In the middle of the 14th century the Turks availed themselves of a strong earthquake, which destroyed one of the Byzantine forts on the European shore of the Dardanelles. Just like Leander, their hordes crossed the Hellespont, but unlike him they did not perish in the waves. The attempts of the Byzantines to make them leave the fort of Tsimpe failed, and it became a base for the attacks and a connection with the Muslim territories in Asia. The plunderers no longer needed to cross the strait back and made their winter camp in the fertile plain of Eastern Thrace. The state of Osman’s heirs gradually spread along both shores of the Sea of Marmora. In 1364 the Ottomans conquered Adrianople, one of the most important cities in the European lands of Byzantium, located on the very rim of Bulgarian ethnic territories, and proclaimed it their capital. Thus they made it clear that their ambitions were targeted at the old continent.

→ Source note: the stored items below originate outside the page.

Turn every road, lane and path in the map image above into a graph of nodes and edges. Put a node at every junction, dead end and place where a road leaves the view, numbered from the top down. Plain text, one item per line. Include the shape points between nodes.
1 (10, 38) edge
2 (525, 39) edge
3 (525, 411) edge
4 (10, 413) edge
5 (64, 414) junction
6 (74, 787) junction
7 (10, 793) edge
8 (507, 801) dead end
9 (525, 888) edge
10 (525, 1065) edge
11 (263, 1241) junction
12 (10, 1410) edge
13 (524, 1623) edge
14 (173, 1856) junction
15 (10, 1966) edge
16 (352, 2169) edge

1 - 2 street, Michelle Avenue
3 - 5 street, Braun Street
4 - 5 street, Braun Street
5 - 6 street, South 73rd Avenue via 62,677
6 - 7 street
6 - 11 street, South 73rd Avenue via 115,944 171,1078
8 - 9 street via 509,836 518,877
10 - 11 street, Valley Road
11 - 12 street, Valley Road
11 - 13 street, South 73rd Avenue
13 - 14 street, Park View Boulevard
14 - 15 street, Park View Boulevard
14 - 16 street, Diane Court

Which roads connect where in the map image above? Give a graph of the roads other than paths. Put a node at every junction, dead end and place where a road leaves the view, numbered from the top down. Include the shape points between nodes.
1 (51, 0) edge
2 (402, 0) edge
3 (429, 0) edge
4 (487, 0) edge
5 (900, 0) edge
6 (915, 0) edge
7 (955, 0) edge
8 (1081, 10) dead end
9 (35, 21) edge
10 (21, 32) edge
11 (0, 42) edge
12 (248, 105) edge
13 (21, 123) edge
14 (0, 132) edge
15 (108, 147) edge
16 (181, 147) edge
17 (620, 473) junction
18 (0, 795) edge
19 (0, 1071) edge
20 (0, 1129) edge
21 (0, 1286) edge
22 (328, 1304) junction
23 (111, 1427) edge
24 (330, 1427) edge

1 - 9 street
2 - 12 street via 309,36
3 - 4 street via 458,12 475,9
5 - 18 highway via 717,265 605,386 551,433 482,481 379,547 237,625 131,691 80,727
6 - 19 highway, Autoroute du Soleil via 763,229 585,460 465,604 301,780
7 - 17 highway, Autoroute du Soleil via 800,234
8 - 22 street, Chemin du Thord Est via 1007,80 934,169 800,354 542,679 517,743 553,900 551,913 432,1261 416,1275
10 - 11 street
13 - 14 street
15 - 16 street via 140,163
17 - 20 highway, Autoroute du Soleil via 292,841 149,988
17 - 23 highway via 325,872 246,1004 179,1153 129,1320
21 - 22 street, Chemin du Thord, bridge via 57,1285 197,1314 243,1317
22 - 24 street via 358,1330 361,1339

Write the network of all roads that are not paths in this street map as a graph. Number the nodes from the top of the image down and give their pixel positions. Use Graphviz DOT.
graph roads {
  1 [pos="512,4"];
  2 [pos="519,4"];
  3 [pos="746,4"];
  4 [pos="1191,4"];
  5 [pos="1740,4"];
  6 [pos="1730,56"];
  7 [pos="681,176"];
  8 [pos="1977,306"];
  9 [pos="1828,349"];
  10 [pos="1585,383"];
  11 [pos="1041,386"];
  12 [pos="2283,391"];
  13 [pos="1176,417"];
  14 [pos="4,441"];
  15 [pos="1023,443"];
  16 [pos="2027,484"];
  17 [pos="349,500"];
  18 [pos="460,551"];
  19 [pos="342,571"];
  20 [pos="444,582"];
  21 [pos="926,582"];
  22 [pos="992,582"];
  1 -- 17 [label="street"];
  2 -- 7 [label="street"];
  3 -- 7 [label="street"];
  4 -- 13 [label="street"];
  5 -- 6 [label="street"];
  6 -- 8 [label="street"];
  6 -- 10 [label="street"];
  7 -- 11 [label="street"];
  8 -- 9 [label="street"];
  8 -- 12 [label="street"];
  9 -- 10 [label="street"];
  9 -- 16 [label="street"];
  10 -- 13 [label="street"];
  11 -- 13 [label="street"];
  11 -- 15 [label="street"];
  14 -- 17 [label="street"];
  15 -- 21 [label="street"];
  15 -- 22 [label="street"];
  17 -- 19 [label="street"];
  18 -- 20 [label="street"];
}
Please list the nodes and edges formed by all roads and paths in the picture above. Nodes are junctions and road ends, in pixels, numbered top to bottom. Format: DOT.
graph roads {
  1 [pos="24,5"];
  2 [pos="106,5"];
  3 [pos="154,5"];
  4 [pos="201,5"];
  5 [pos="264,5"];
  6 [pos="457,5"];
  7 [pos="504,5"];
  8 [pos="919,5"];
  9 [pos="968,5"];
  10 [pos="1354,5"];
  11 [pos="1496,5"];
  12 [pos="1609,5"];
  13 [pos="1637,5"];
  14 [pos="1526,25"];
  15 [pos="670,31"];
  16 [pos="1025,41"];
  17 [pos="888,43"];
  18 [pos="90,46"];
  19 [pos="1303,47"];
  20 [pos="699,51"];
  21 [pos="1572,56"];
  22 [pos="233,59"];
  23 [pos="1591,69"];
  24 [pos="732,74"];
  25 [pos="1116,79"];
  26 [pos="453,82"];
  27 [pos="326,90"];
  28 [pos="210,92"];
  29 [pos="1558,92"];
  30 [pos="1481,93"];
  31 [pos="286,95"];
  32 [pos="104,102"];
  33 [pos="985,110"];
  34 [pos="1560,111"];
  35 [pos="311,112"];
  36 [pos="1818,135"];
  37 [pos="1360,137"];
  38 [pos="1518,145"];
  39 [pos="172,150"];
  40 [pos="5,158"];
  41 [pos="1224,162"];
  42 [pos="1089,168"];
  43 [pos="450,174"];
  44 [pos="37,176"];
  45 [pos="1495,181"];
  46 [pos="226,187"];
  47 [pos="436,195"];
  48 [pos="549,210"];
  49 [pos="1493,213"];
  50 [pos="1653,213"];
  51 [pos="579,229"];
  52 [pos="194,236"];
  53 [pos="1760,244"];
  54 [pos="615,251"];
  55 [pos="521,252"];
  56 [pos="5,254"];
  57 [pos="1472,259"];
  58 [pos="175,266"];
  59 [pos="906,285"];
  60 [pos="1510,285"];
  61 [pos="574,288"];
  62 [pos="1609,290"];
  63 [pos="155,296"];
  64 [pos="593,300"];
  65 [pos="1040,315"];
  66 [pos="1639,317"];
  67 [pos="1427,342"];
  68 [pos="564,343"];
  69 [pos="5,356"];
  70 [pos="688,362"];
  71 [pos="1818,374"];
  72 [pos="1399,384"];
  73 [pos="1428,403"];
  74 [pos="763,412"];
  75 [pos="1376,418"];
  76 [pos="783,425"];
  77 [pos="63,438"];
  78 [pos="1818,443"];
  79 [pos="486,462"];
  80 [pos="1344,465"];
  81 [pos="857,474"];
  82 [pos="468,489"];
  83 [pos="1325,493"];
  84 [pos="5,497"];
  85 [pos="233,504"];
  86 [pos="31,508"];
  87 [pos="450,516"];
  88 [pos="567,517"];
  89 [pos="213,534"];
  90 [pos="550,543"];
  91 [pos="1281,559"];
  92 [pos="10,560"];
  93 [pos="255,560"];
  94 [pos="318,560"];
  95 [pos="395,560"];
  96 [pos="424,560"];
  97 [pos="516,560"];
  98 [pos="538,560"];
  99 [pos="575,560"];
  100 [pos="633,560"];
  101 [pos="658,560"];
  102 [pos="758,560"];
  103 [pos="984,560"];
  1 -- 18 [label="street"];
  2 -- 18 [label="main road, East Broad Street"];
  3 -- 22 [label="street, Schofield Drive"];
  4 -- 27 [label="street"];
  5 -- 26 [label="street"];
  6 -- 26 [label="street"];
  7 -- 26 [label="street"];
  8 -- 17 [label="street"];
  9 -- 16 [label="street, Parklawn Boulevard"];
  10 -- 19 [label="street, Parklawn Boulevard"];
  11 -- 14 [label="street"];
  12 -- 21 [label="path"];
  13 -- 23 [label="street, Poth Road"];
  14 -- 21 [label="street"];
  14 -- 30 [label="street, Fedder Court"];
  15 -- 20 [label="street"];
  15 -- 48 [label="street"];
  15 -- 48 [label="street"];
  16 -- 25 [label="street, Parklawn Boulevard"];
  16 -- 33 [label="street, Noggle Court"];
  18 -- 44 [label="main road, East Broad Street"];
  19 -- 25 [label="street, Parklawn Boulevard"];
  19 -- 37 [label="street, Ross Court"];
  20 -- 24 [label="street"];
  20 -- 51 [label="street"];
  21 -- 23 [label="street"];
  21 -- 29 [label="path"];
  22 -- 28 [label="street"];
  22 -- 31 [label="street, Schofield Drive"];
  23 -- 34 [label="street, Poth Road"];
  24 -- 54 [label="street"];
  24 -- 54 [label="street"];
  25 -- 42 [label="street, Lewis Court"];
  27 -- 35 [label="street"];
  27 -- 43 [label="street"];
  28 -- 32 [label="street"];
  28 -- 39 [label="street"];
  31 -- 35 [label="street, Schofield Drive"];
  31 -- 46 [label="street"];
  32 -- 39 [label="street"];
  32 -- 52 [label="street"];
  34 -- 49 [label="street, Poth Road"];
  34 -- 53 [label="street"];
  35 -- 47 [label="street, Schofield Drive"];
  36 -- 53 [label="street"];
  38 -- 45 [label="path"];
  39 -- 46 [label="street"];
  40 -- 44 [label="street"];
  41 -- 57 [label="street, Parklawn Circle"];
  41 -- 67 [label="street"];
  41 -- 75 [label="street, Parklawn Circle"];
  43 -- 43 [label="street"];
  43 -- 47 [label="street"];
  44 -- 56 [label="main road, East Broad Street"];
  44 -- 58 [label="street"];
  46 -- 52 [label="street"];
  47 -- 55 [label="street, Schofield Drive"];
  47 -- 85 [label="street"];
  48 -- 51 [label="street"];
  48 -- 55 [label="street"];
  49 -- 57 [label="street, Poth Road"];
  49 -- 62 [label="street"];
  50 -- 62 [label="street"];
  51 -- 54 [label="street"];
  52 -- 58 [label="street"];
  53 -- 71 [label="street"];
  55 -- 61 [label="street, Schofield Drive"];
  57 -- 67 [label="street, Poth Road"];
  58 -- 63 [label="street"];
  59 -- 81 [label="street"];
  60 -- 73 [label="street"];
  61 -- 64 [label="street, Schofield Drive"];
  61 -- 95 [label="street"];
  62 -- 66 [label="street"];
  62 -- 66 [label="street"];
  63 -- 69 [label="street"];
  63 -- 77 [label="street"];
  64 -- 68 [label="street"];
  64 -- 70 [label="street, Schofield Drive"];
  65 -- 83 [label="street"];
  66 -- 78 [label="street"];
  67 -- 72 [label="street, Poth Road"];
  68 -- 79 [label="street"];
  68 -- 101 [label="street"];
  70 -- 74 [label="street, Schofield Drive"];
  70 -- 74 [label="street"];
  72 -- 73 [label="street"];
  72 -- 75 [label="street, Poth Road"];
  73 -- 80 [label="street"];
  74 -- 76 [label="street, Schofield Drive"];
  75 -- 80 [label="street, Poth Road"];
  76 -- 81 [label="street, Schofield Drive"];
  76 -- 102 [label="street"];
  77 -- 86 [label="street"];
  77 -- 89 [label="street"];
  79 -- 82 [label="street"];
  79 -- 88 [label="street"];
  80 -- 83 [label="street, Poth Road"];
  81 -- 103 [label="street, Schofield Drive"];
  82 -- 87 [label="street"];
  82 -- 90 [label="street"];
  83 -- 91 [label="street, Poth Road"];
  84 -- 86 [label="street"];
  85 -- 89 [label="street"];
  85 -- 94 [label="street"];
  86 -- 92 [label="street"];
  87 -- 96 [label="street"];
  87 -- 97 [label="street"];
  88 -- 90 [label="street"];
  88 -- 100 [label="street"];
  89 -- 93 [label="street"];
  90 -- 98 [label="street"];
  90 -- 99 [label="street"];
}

The Balkan rulers didn’t even surmise that a new conqueror was knocking at their door, different from the ones that usually came and went. Instead of uniting their efforts, they continued their intermittent bickering. While the Ottoman hordes criss-crossed Thrace unimpeded, the Bulgarian ruler’s eyes were glued on his western border where the Serbian King Stephen Dushan was busy establishing yet another short-lived Balkan empire. Startled by the fact that his realm was the most endangered, one of the Byzantine emperors suggested an allBalkan cooperation against the aggressor, but his appeal was rejected with ridicule. Even the fact that two of his sons fell in battle with the Ottomans failed to bring John Alexander to his senses. What was more, the Bulgarian tsar tried to avail himself of Byzantium’s desperate situation and to annex two small Black Sea towns to his estate.
John Alexander died in 1371, leaving his state weak and partitioned, a mere shadow of former glory. His son – John Shishman, born of the second marriage with the Jewess Sarah – did everything he could to retain his birthright, but was not the ablest or most courageous of rulers. His reign began under ominous omens. One of the last attempts to stop the Ottoman invasion was made in the fall of 1371. Two Serb feudal lords with estates in Macedonia, Valkasin, and Uglesa, gathered a relatively large army and marched against the enemy. On the bank of the Maritsa River the over-confident brothers were surprised by the Ottomans and the battle became a slaughter. Encouraged by their victory, the Turkish bands spread across the entire peninsula “like a flock of birds of prey” as their contemporaries said. The Bulgarian ruler prudently became a vassal of the sultan, but this did not change the situation. His subjects and the bands he gathered fought desperately against the rapacious marches of the Ottomans who did not bat an eyelid before attacking the realm of their vassal. The Bulgarian fortresses fell one after another, frequently after desperately resisting for weeks.
The ruler of the kingdom of Vidin, John Sratsimir, failed to overcome the old hostility and didn’t extend a helping hand to his brother, although he could hardly have been of any assistance. Or perhaps he hoped to put off the inevitable end at least for his own subjects.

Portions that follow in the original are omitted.